We're building the AI engine and user base first. Blockchain is the trust infrastructure layer that makes the community self-sustaining long-term.
### Q: Isn't this over-engineered? Why not just use a database?
For a single university, yes — a database is fine. But our vision is a **cross-university knowledge marketplace** across Hong Kong and the Greater Bay Area. When content flows between institutions, you need:
- Attribution that no single institution controls
- Revenue sharing that creators can independently verify
- Content provenance that survives platform changes
That's where blockchain becomes necessary, not optional. AI is our learning engine. Blockchain is our trust and incentive layer. Together, they turn one-time knowledge sharing into a sustainable, accumulating knowledge economy.
---
## Part 3: Business & Scalability Questions
### Q: How does this scale beyond HKUST?
The system is **course-code agnostic** — it works on any university's past papers. To expand:
1. Students at new universities upload their own papers (crowdsourced)

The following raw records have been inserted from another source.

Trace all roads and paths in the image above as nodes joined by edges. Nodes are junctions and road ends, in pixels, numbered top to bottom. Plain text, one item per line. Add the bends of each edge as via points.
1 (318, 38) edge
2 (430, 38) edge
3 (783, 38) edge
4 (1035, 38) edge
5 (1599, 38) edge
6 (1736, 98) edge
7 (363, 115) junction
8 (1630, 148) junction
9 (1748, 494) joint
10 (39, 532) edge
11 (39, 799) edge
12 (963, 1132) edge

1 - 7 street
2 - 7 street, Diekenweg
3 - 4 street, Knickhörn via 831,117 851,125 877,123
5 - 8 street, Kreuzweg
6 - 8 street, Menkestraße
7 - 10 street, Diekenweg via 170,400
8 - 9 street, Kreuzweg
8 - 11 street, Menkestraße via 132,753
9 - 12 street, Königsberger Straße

2. We partner with student unions for bulk paper sourcing
3. The AI pipeline is fully automated — no manual work per course
The topic normalization and analytics adapt automatically to each course's vocabulary.

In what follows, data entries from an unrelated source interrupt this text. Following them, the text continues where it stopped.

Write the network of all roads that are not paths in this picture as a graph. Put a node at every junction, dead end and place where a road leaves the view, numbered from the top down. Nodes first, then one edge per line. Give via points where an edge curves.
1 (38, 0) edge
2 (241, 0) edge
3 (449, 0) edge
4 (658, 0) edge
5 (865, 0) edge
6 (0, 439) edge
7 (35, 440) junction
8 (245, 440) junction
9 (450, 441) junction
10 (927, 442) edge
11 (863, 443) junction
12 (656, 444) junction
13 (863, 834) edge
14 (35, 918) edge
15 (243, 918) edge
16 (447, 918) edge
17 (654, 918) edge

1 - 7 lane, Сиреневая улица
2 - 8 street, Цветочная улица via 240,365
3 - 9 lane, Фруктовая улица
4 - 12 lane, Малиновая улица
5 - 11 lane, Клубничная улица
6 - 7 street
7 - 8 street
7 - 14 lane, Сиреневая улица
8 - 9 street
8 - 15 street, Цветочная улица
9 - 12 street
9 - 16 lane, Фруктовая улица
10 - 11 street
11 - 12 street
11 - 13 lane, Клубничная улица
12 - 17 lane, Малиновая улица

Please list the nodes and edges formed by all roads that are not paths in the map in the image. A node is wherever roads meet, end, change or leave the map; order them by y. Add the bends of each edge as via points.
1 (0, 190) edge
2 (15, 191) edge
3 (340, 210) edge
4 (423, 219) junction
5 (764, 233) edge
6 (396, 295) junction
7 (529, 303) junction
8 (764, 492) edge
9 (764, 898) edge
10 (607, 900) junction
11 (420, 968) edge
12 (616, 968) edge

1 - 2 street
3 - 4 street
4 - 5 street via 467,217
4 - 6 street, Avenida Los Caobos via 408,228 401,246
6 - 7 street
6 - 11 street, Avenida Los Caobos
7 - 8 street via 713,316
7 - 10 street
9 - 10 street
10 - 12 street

### Q: What's your competitive advantage vs ChatGPT / NotebookLM?
| Feature | KnowIt | ChatGPT | NotebookLM |
|---------|--------|---------|------------|
| Localized past paper library | ✅ | ❌ | ❌ |
| Exam-oriented workflow | ✅ | ❌ | ❌ |
| Auto-grading with photo upload | ✅ | ❌ | ❌ |
| Similar question retrieval | ✅ | ❌ | ❌ |
| Variant question generation | ✅ | ❌ | ❌ |
| Error book with spaced repetition | ✅ | ❌ | ❌ |
| Course-specific analytics | ✅ | ❌ | ❌ |
| Price | Affordable | $20/mo | Free but limited |
ChatGPT and NotebookLM are general-purpose tools. KnowIt is a **vertical solution** built specifically for exam preparation with features they can't replicate without building what we already have.
### Q: What if Google or OpenAI builds this?
They build horizontal platforms. We build **vertical depth** — localized paper libraries, university-specific communities, exam-pattern analytics across semesters. Our data moat grows with every paper uploaded and every student interaction. A general-purpose AI can't replicate 5 years of COMP2211 exam pattern analysis overnight.